In [None]:
# Problem 1 - Implement the Needleman-Wunsch algorithm 
# to compute the optimal alignment for a pair of sequences

import numpy

class NeedlemanWunsch(object):
    def __init__(self, string1, string2, gapScore=-2, matchScore=3, mismatchScore=-3):
        """ Finds an optimal global alignment of two strings.  """
        
        self.editMatrix = numpy.zeros(shape=[len(string1)+1, len(string2)+1], dtype=int) # Numpy matrix representing edit matrix
        # Preinitialized to have zero values

        # Code to complete to compute the edit matrix
        firstCol = []
        val = 0
        for i in range(len(string1)+1):
          firstCol.append(val)
          val -= 2
        self.editMatrix[:, 0] = firstCol

        firstRow = []
        val = 0
        for i in range(len(string2)+1):
          firstRow.append(val)
          val -= 2
        self.editMatrix[0, :] = firstRow

        m = len(string1)
        n = len(string2)
        for i in range(1, m+1):
          for j in range(1, n+1):
            if string1[i-1] == string2[j-1]:
              self.editMatrix[i, j] = self.editMatrix[i-1, j-1]+3
            else:
              deletion = self.editMatrix[i-1, j]-2
              insertion = self.editMatrix[i, j-1]-2
              match = self.editMatrix[i-1, j-1]-3
              self.editMatrix[i, j] = max(deletion, insertion, match)
                
    def getAlignmentScore(self):
        """ Return the alignment score """
        
        # Code to complete
        x, y = (self.editMatrix.shape)
        return self.editMatrix[x-1][y-1]
                
    def getAlignment(self, string1, string2):
        """ Returns an optimal global alignment of two strings.
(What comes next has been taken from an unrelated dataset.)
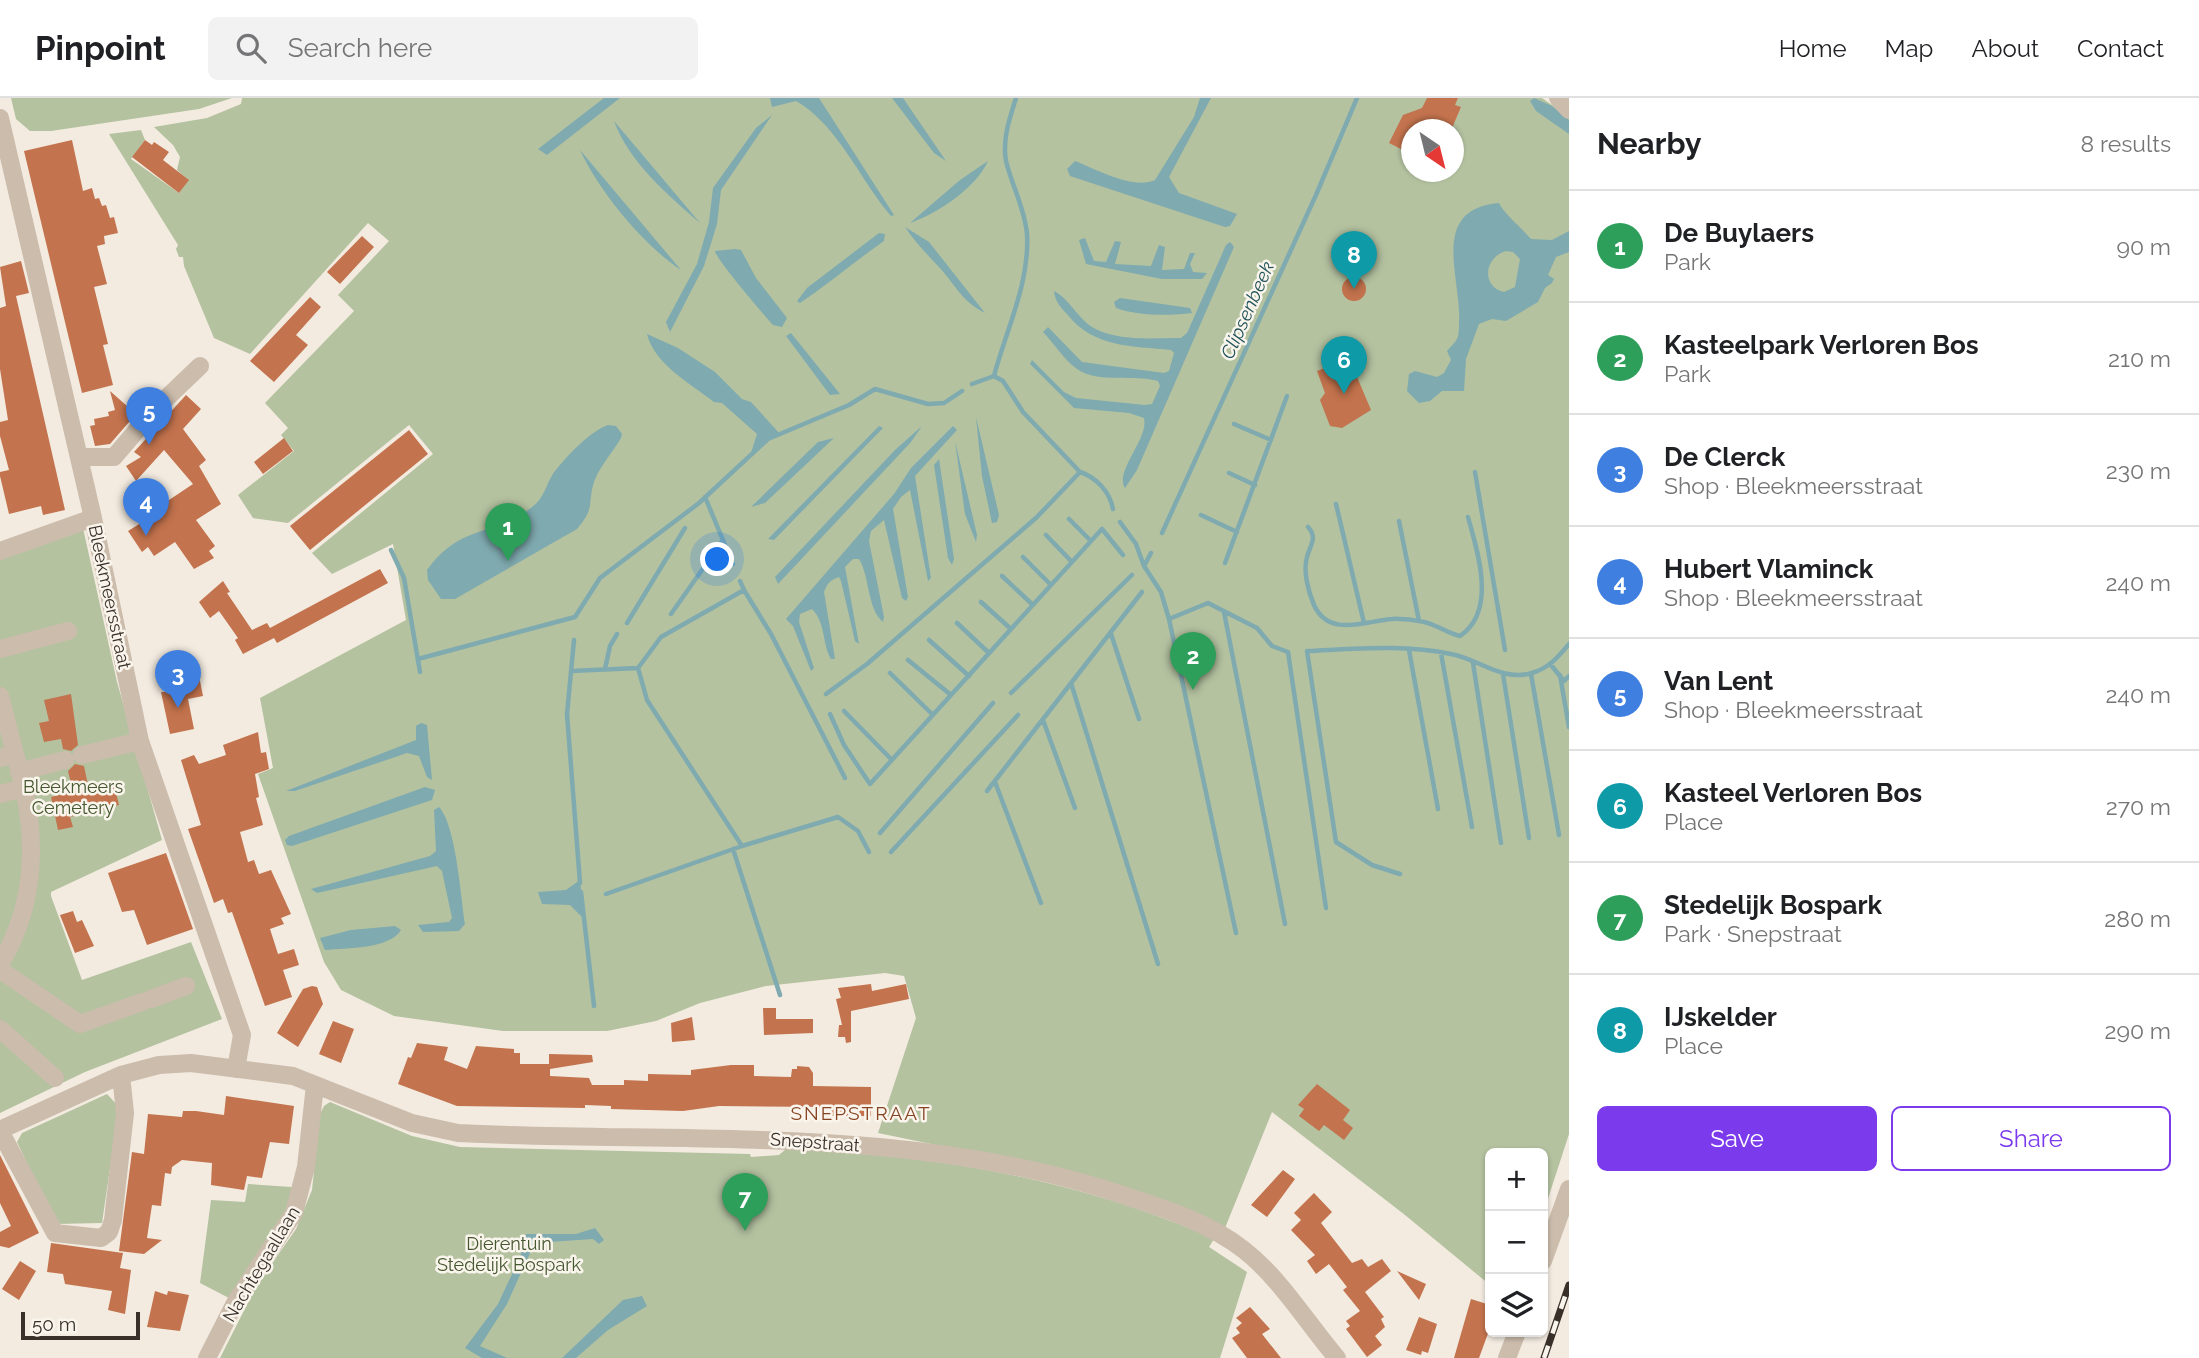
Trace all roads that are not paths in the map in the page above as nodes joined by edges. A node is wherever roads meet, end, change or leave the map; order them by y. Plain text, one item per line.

Aligned
        is returned as an ordered list of aligned pairs.
        
        e.g. For the two strings GATTACA and TACA an global alignment is
        is GATTACA
           ---TACA
        This alignment would be returned as:
        
        [(3, 0), (4, 1), (5, 2), (6, 3)]
        """
        
        alignedPairs = []
        
        # Code to complete - generated by traceback through matrix to generate aligned pairs
        x, y = (self.editMatrix.shape)
        x-=1; y-=1
        while x>0 and y>0:
          if self.editMatrix[x][y] == self.editMatrix[x-1][y-1]+3:
            x-=1; y-=1
            alignedPairs.append((x, y))
          elif self.editMatrix[x][y] == self.editMatrix[x][y-1]-2:
            y-=1
          elif self.editMatrix[x][y] == self.editMatrix[x-1][y]-2:
            x-=1
        alignedPairs.reverse()
        return alignedPairs
        
        
      
string1 = "GATTACA"
string2 =   "TACA"

needlemanWunsch = NeedlemanWunsch(string1, string2)

[[  0  -2  -4  -6  -8]
 [ -2  -3  -5  -7  -9]
 [ -4  -5   0  -2  -4]
 [ -6  -1  -2  -3  -5]
 [ -8  -3  -4  -5  -6]
 [-10  -5   0  -2  -2]
 [-12  -7  -2   3   1]
 [-14  -9  -4   1   6]]


In [None]:
# Test the edit matrix get built right

needlemanWunsch.editMatrix == [[  0,  -2,  -4,  -6,  -8],
       [ -2,  -3,  -5,  -7,  -9],
       [ -4,  -5,   0,  -2,  -4],
       [ -6,  -1,  -2,  -3,  -5],
       [ -8,  -3,  -4,  -5,  -6],
       [-10,  -5,   0,  -2,  -2],
       [-12,  -7,  -2,   3,   1],
       [-14,  -9,  -4,   1,   6]]

array([[ True,  True,  True,  True,  True],
       [ True,  True,  True,  True,  True],
       [ True,  True,  True,  True,  True],
       [ True,  True,  True,  True,  True],
       [ True,  True,  True,  True,  True],
       [ True,  True,  True,  True,  True],
       [ True,  True,  True,  True,  True],
       [ True,  True,  True,  True,  True]])

In [None]:
# Test the score function

needlemanWunsch.getAlignmentScore() == 6

True

In [None]:
# Test the get alignment function

needlemanWunsch.getAlignment(string1, string2) == [(3, 0), (4, 1), (5, 2), (6, 3)]

True